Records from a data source
___

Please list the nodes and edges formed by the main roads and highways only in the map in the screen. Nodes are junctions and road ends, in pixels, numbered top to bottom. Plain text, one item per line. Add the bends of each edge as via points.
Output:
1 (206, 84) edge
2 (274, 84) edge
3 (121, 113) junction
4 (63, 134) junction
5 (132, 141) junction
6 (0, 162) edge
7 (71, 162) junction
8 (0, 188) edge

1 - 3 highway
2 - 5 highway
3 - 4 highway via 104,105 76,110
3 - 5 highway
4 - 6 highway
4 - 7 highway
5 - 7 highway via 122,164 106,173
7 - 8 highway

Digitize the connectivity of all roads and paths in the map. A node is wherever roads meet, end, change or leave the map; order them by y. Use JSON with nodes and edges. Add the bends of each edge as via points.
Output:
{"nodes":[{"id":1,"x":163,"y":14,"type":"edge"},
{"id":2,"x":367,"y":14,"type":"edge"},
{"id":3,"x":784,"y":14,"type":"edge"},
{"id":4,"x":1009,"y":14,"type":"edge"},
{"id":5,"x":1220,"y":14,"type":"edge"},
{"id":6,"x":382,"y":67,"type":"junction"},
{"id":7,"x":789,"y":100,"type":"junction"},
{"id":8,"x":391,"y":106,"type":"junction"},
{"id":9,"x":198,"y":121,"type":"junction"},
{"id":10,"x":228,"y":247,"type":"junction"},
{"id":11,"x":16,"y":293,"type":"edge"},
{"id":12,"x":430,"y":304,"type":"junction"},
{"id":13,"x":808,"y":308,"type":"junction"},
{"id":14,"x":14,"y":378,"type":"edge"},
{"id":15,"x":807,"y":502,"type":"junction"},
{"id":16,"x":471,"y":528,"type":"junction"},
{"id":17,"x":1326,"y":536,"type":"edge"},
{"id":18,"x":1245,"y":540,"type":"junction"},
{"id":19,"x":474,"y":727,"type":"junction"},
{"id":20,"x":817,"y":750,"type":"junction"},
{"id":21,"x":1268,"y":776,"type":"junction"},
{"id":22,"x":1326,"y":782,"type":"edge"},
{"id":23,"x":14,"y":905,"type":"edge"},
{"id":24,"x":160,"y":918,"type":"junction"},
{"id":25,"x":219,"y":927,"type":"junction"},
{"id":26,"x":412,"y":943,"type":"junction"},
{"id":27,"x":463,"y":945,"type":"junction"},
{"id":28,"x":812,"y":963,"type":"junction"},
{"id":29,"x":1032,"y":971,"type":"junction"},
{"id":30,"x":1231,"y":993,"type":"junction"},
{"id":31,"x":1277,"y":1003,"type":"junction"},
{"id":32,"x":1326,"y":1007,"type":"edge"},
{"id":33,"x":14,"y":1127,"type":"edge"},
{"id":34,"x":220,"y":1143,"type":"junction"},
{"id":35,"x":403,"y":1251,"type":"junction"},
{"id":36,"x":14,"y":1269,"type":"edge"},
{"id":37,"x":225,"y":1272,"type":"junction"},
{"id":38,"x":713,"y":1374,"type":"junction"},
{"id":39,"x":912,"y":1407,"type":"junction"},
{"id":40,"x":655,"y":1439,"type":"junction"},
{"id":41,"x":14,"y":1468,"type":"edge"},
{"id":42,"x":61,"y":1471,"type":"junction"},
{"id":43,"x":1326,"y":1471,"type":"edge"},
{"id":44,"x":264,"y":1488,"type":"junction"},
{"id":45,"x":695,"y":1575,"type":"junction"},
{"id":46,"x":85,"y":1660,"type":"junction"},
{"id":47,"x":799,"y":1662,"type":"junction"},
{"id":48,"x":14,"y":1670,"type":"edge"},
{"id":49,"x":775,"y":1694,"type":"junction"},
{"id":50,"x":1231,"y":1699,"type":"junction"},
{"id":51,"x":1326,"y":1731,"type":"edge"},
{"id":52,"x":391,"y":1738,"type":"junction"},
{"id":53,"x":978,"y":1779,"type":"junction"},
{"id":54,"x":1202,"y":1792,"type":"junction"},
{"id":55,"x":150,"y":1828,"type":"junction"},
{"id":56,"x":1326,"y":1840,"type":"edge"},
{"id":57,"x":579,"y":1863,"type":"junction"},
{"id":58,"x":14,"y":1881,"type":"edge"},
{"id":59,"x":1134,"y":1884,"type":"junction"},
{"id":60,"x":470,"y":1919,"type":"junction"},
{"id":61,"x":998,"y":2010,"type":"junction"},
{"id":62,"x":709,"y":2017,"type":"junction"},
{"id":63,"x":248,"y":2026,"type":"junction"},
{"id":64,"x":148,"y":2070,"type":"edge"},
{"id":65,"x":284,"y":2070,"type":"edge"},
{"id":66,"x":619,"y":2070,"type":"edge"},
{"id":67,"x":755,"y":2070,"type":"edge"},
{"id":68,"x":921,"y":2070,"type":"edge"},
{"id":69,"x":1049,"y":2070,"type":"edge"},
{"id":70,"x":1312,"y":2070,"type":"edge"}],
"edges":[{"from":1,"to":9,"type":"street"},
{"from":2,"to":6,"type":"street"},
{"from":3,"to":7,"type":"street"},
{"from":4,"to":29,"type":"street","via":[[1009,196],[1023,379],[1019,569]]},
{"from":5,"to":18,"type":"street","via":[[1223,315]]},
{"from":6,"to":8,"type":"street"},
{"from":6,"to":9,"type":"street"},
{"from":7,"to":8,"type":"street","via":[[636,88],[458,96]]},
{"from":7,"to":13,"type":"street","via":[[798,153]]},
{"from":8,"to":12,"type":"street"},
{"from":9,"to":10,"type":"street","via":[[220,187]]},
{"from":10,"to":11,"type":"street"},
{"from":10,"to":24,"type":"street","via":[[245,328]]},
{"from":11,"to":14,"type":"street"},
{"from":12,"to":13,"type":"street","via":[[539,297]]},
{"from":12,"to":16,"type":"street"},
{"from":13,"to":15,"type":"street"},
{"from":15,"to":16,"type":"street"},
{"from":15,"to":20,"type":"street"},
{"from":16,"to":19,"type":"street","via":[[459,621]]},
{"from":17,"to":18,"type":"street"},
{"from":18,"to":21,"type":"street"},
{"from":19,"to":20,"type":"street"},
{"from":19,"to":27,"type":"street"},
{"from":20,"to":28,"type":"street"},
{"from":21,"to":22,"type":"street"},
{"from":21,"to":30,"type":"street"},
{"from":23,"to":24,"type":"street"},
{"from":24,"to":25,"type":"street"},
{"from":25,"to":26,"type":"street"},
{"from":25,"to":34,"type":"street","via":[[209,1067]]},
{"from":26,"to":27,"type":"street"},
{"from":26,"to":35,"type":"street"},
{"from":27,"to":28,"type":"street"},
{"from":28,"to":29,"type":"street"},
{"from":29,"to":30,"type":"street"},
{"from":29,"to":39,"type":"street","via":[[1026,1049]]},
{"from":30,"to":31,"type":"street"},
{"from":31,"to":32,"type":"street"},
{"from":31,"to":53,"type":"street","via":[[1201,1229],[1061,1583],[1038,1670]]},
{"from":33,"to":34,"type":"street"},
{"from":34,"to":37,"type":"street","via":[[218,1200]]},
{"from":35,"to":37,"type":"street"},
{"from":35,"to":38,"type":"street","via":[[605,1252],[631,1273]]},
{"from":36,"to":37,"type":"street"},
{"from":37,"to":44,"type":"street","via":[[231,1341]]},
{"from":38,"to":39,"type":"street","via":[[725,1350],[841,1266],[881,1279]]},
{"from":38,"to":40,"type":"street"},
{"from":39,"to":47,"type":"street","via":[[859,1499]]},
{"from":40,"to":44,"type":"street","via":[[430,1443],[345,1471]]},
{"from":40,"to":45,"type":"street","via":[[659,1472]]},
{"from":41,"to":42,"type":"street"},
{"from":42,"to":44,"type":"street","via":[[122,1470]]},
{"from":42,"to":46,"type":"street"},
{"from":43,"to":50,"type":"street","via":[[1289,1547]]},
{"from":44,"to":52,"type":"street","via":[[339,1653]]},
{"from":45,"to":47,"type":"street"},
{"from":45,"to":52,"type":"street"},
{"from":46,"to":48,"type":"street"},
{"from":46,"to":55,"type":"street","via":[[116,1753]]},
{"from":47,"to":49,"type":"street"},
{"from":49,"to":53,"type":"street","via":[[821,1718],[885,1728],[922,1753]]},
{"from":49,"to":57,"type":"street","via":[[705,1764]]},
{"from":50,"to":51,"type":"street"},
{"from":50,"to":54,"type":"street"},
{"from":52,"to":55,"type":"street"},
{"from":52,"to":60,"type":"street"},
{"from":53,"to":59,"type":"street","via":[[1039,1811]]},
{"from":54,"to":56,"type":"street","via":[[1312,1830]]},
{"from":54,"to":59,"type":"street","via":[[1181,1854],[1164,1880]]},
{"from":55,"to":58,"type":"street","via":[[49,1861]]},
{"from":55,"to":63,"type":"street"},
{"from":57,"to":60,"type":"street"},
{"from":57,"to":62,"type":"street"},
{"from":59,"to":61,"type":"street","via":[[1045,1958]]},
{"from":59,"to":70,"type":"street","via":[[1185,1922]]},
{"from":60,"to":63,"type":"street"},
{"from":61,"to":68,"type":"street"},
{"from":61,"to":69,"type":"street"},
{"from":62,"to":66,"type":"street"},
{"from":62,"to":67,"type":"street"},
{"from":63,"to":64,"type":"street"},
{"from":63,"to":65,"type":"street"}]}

___

Activity: Which lines in the records above contain the string "bends"? Copy them.

Answer for this exercise:
Please list the nodes and edges formed by the main roads and highways only in the map in the screen. Nodes are junctions and road ends, in pixels, numbered top to bottom. Plain text, one item per line. Add the bends of each edge as via points.
Digitize the connectivity of all roads and paths in the map. A node is wherever roads meet, end, change or leave the map; order them by y. Use JSON with nodes and edges. Add the bends of each edge as via points.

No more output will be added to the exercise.